A coalition of U.S. and Mexican conservation groups has sued the U.S. government to free up water for endangered wildlife in the Colorado River delta of northern Mexico.
The lawsuit comes shortly after Mexican and U.S. environmental officials signed an agreement recognizing the importance of Colorado River water for wildlife. The agreement, however, sets no new policies.
The Colorado River is vital to the economy of the western United States, producing electricity as it tumbles through several dams, watering farmers’ fields in six states, and quenching the thirst of residents of Las Vegas, Los Angeles, Phoenix and San Diego.
After crossing the border near Yuma, Arizona, the river also is tapped by the Mexican cities of Mexicali and Tijuana in Baja California for drinking water, as well as by farmers in the Mexicali Valley for crop irrigation. By the time it reaches the Gulf of California, the river has slowed to a trickle. In fact in some years, virtually no water reaches the ocean.
Conservation groups have argued that environmental needs ought to be considered in the apportioning of Colorado River water, which in the United States is controlled by the U.S. Bureau of Reclamation, under the U.S. Department of the Interior.A 1944 treaty between the United States and Mexico, meanwhile, governs flows between the two nations.
Behind the lawsuit is a coalition of eight environmental groups led by the Washington D.C.-based Defenders of Wildlife and the Center for Biological Diversity, of Tucson, Arizona. Filed in federal district court in Washington, D.C., the suit contends that U.S. government agencies must protect wildlife by ensuring more fresh water flows downstream.
The plaintiffs claim the vaquita porpoise, a small marine mammal numbering less than 500, the totoaba, a giant sea bass, and the southwestern willow flycatcher face extinction because of low water flows from the Colorado. While these animals live in Mexico, they are still protected by the Endangered Species Act.
“In a matter of decades we have changed this big ecosystem of the [Colorado] delta,” says Ernesto Reynoso, director of the Mexicali-based environmental group Regional Center of Environmental and Socioeconomic Studies. “With all the dams in the U.S., sometimes we do not have any fresh water.”
Among the consequences, Reynoso says, is damage to an important shrimp fishery in the Gulf of California during years of low Colorado flows because shrimp require a mix of fresh and salt water in their early stages of life.
U.S. officials declined to comment on the lawsuit. However a spokesman for the U.S. Fish and Wildlife Service says a new river-protection effort is being developed to give more weight to conservation needs in the United States.
Called the Colorado River Multiple Species Conservation Plan, it will set up a fund to pay U.S. farmers to grow native river vegetation instead of crops, creating wildlife habitat. It also would promote protection of tributary areas important for birds and plants, says Sam Spiller, Lower Colorado coordinator for the fish and wildlife service in Phoenix.

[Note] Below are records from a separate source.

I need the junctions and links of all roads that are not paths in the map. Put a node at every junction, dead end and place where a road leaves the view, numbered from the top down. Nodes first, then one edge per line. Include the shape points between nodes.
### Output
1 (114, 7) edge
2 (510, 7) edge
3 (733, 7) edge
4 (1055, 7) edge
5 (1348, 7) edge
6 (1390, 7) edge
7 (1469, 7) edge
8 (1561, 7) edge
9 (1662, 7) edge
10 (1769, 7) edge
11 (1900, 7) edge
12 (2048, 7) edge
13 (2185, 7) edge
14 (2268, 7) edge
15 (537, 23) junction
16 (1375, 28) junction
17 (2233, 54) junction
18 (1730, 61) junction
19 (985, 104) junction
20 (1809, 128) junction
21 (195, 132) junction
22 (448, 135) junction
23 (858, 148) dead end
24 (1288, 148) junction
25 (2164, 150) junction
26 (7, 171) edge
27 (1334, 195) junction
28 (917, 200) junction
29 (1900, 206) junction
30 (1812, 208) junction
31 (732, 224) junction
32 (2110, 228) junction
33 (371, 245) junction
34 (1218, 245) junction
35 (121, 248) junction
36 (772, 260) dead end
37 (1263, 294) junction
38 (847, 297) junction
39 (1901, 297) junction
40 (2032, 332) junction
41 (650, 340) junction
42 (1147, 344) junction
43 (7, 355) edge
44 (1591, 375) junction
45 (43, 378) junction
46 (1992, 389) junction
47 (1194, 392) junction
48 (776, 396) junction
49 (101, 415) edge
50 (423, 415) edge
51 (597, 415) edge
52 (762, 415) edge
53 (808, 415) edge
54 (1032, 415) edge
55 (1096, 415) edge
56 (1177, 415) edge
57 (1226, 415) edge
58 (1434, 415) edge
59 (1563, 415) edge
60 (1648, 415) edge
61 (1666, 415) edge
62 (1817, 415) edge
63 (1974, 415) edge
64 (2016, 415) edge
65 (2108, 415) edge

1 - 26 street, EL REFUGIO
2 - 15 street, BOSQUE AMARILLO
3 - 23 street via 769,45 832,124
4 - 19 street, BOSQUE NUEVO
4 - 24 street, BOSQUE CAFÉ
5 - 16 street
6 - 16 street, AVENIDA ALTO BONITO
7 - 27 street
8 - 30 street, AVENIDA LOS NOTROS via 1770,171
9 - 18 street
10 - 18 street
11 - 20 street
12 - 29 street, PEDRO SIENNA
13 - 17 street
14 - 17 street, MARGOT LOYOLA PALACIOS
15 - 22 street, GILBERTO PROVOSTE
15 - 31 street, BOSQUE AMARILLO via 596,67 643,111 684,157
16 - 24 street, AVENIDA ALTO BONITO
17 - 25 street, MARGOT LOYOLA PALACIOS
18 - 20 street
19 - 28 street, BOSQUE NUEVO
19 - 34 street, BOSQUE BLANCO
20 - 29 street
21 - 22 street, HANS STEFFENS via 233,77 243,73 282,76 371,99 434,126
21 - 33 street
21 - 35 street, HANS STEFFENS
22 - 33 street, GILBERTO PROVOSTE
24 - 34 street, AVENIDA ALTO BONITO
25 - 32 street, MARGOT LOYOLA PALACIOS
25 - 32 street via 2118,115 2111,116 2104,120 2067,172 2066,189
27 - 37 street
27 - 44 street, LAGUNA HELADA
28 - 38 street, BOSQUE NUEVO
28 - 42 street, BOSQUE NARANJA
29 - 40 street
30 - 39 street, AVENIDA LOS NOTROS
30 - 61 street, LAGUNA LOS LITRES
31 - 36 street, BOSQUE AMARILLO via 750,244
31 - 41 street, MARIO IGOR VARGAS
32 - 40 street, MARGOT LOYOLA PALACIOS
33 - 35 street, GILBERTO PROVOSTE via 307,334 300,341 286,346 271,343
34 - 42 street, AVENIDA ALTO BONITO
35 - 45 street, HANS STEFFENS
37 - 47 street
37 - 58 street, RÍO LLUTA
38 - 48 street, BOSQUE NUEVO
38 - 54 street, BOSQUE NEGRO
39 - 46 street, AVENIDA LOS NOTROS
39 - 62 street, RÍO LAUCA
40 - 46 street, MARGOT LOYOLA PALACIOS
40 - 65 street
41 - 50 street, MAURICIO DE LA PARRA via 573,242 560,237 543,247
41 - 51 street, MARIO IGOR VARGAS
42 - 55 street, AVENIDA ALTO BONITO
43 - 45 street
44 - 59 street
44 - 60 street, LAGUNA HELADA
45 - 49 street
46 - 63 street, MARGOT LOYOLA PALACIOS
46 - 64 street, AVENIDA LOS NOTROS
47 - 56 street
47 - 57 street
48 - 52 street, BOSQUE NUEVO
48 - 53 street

While such initiatives could aid wildlife in the United States, they would not mean more water for plants and animals in the Colorado Delta. On the question of cross-border flows, U.S. officials invoke the half-century-old treaty.
“You have to address the treaty and that is very sensitive,” Spiller says. “The concern is we are in the year 2000 and we have populations in high need of water. You have to look at the overall water budget.”
David Hogan, a spokesman for the Tucson-based Center for Biological Diversity and one of two groups leading the court action, says the U.S.-Mexico treaty only sets minimum flows of water, and that water flows could be increased under existing U.S. environmental laws.
He also argues the multiple species plan is flawed because the group drafting it consists of municipal water users, farmers and government agencies. Four U.S. environmental groups quit the plan in 1998 in a dispute with government agencies. Says Hogan: “It’s a fraud.”
Some analysts argue that environmental groups would be better off trying to persuade the United States and Mexico to update the water treaty to allow for conservation uses, rather than relying solely on U.S. laws.
“I think it’s doable,” says Stephen Mumme, professor of political science at Colorado State University. “Ten years ago there wasn’t a chance in hell. But I think the IBWC [the International Boundary and Water Commission, which enforces water rights between the two nations] will listen to this. This is a good time to make the treaty relevant to the 21st Century, solidifying environmental concerns along both sides of the border.”